▶ Exercise directions:
All of the data goes into your copy exactly as written. Images do not.

:: Input for this task ::

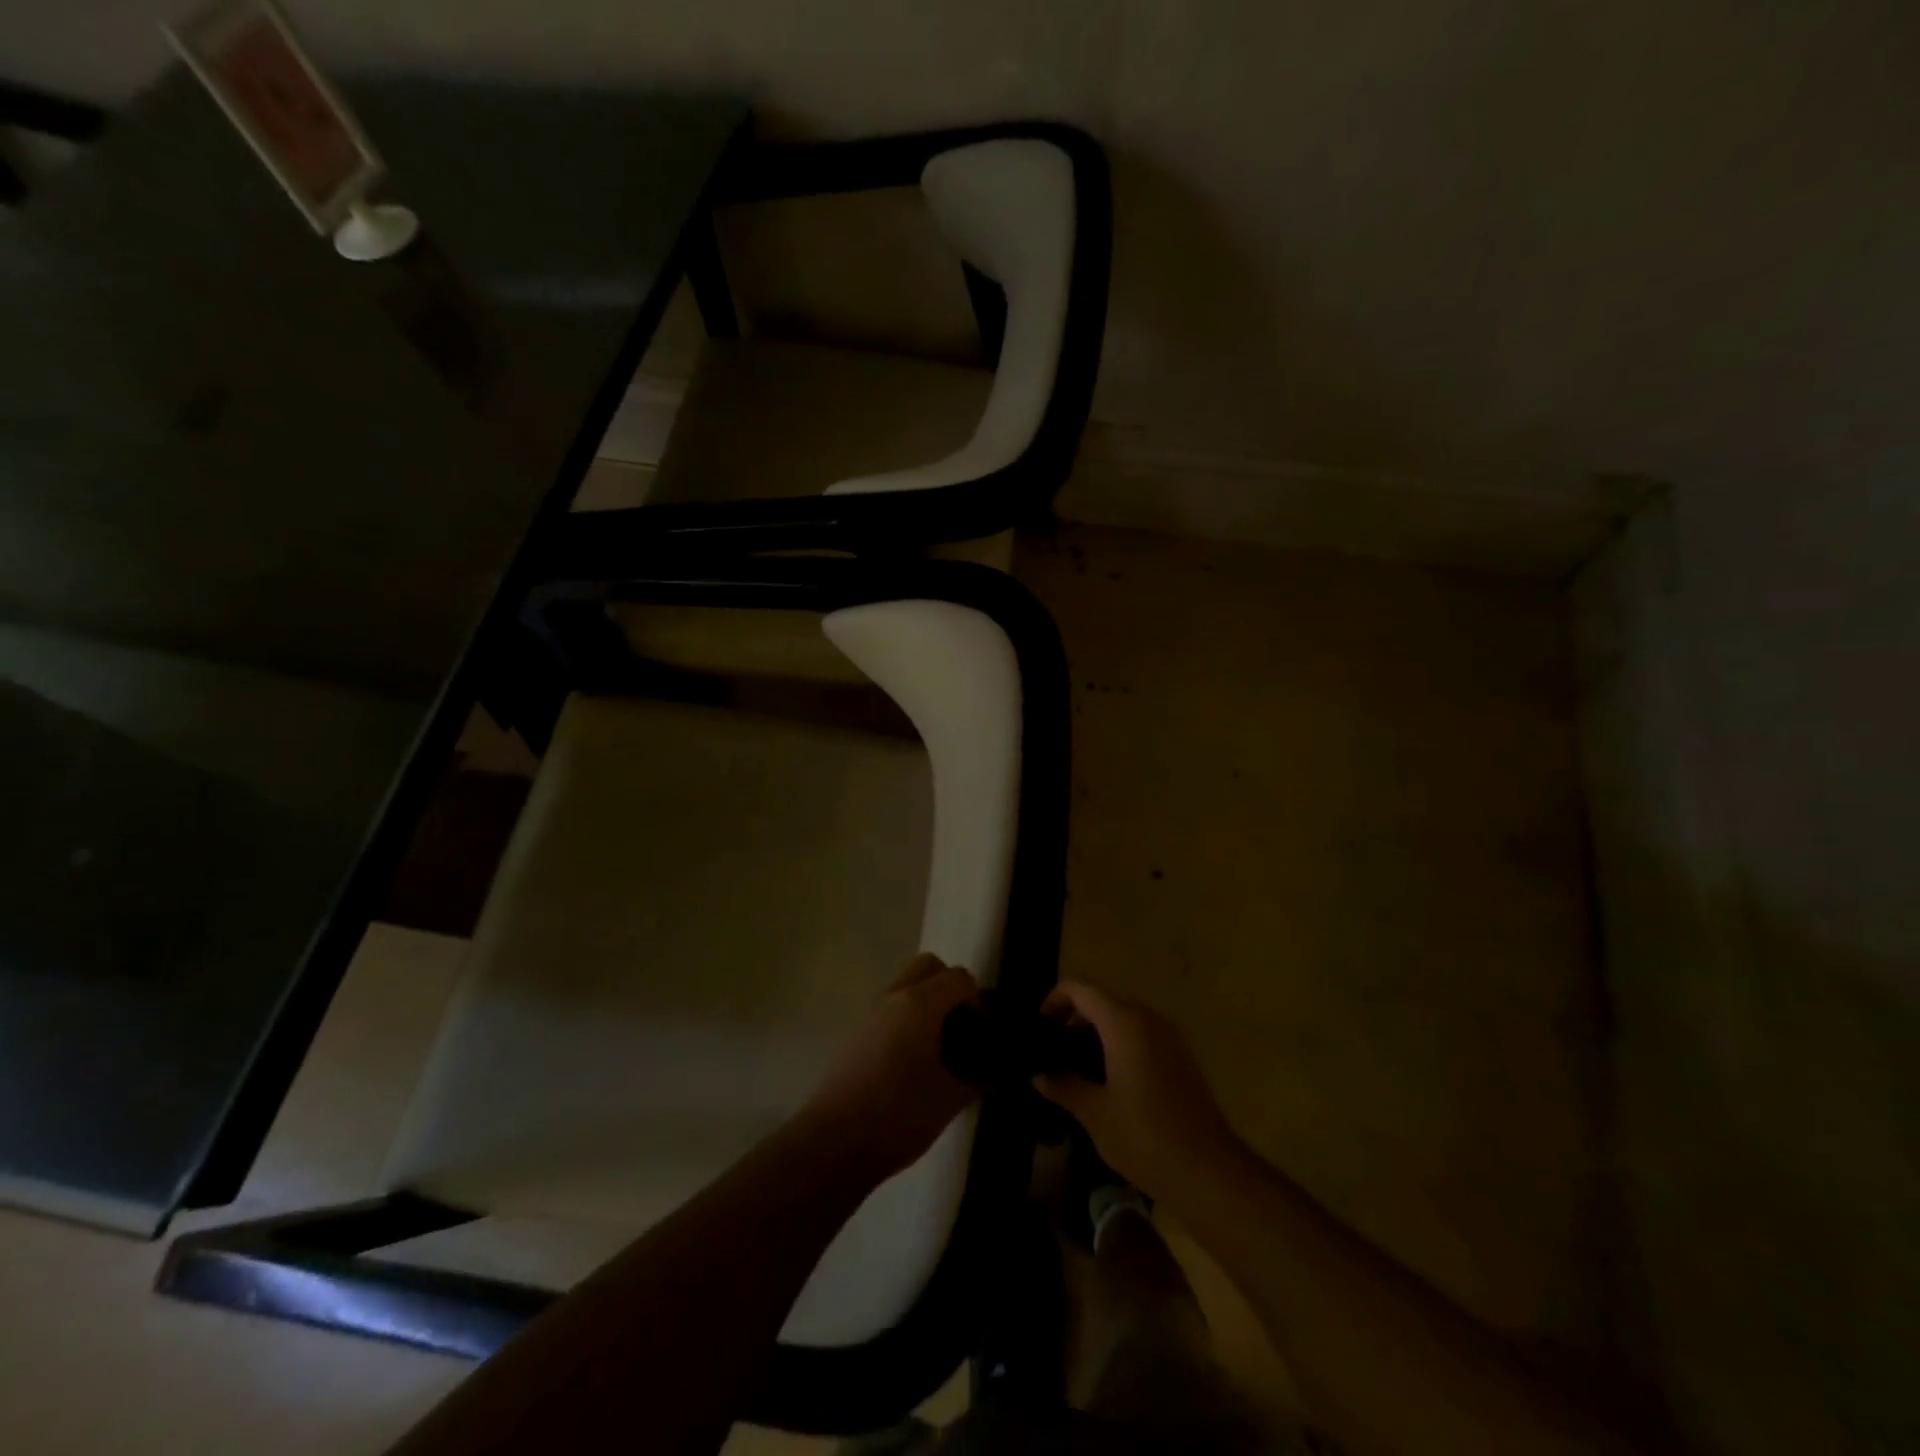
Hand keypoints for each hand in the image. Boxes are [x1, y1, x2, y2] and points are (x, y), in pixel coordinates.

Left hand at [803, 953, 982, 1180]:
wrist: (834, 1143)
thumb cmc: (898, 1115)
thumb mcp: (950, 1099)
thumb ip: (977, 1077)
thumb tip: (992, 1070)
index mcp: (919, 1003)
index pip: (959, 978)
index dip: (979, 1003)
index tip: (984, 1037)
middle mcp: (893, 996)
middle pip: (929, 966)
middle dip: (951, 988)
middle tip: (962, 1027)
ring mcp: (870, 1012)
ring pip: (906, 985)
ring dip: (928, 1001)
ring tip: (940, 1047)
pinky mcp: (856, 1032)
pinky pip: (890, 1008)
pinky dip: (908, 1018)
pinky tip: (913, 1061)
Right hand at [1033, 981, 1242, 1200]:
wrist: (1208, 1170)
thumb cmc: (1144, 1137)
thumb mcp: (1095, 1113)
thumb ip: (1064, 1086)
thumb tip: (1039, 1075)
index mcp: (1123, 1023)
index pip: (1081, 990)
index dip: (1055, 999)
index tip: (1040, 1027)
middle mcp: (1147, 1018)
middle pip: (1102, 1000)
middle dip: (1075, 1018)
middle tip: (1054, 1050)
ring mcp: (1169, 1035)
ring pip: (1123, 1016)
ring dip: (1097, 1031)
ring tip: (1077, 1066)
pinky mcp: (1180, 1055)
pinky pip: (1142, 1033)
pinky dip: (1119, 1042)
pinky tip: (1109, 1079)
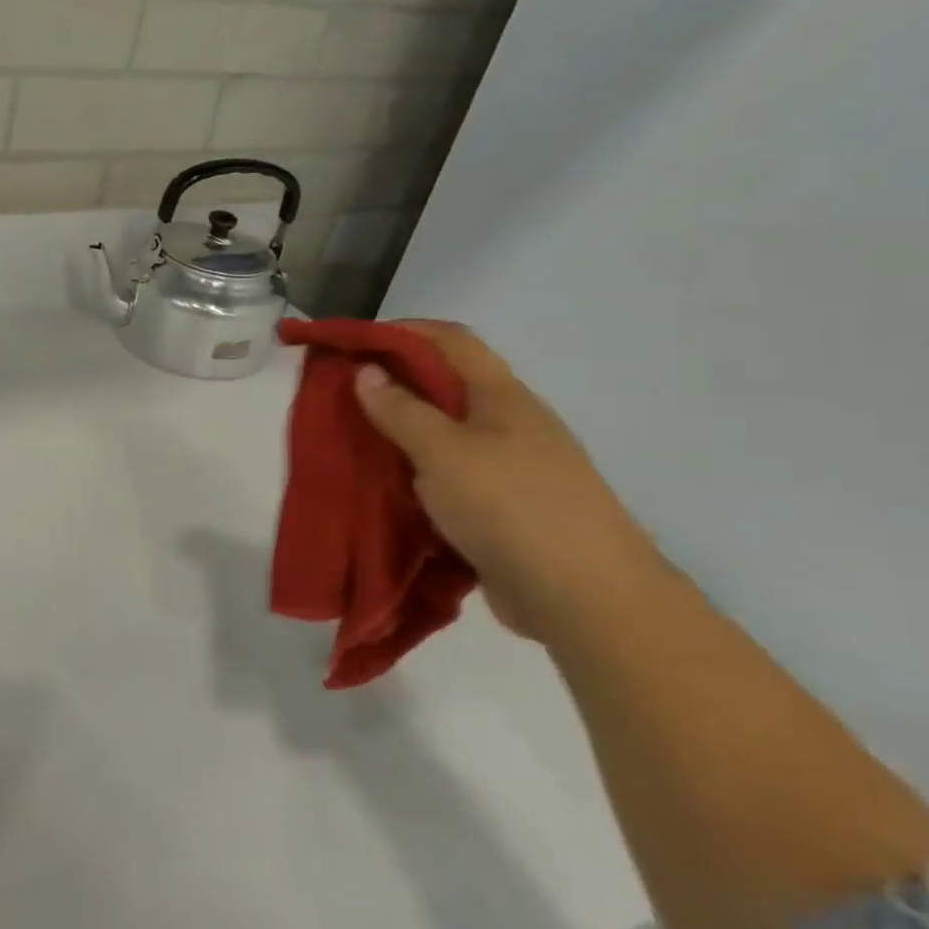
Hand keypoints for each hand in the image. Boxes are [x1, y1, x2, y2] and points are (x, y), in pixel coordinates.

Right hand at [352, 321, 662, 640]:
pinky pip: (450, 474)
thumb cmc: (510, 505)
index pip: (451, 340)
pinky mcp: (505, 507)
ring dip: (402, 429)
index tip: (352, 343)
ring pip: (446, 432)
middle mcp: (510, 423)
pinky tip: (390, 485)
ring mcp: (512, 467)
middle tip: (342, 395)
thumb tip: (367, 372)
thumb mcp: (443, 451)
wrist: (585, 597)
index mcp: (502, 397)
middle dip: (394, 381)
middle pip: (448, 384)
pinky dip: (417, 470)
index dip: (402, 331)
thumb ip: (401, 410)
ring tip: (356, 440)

:::

▶ Response to the exercise:
Hand keypoints for each hand in the image. Boxes are [x1, y1, x2, y2] and points are (x, y), in pixel coordinates.

Left hand at [803, 953, 982, 1180]:
wrist: (834, 1143)
thumb cmc: (898, 1115)
thumb mcp: (950, 1099)
thumb ip: (977, 1077)
thumb tip: (992, 1070)
index mcp: (919, 1003)
index pip: (959, 978)
index dip: (979, 1003)
index tip: (984, 1037)
middle mcp: (893, 996)
middle pip: (929, 966)
middle dip: (951, 988)
middle tip: (962, 1027)
ring mcp: (870, 1012)
ring pip: (906, 985)
ring dip: (928, 1001)
ring tip: (940, 1047)
pinky mcp: (856, 1032)
pinky pip: (890, 1008)
pinky dip: (908, 1018)
pinky tip: (913, 1061)
Right hand at [1033, 981, 1242, 1200]:
wrist: (1208, 1170)
thumb cmc: (1144, 1137)
thumb mcp: (1095, 1113)
thumb ip: (1064, 1086)
thumb tip: (1039, 1075)
index mcp: (1123, 1023)
index pip: (1081, 990)
index dip: (1055, 999)
index tip: (1040, 1027)
middle mcp: (1147, 1018)
middle pip: (1102, 1000)
middle dip: (1075, 1018)
middle tip: (1054, 1050)
ring mcp: (1169, 1035)
ring pip: (1123, 1016)
ring dip: (1097, 1031)
ring tip: (1077, 1066)
pinky mcp: (1180, 1055)
pinky pip: (1142, 1033)
pinky dip: (1119, 1042)
pinky tip: (1109, 1079)
Hand keypoints for each hand in the image. Boxes are [x1, y1, x2, y2] and points are (x, y), in pixel coordinates.

Right hand at [352, 321, 662, 640]:
pinky pip: (450, 474)
thumb cmc: (510, 505)
index pip: (451, 340)
pinky mcp: (505, 507)
ring dip: (402, 429)
index tip: (352, 343)
ring pip: (446, 432)
middle mcp: (510, 423)
pinky tip: (390, 485)
ring mcp: (512, 467)
middle tip: (342, 395)
thumb tip: (367, 372)
thumb mcp: (443, 451)
wrist: (585, 597)
index mcp: (502, 397)
middle dip: (394, 381)
middle pip: (448, 384)
pinky dip: (417, 470)
index dip: (402, 331)
thumb ip: (401, 410)
ring tip: (356, 440)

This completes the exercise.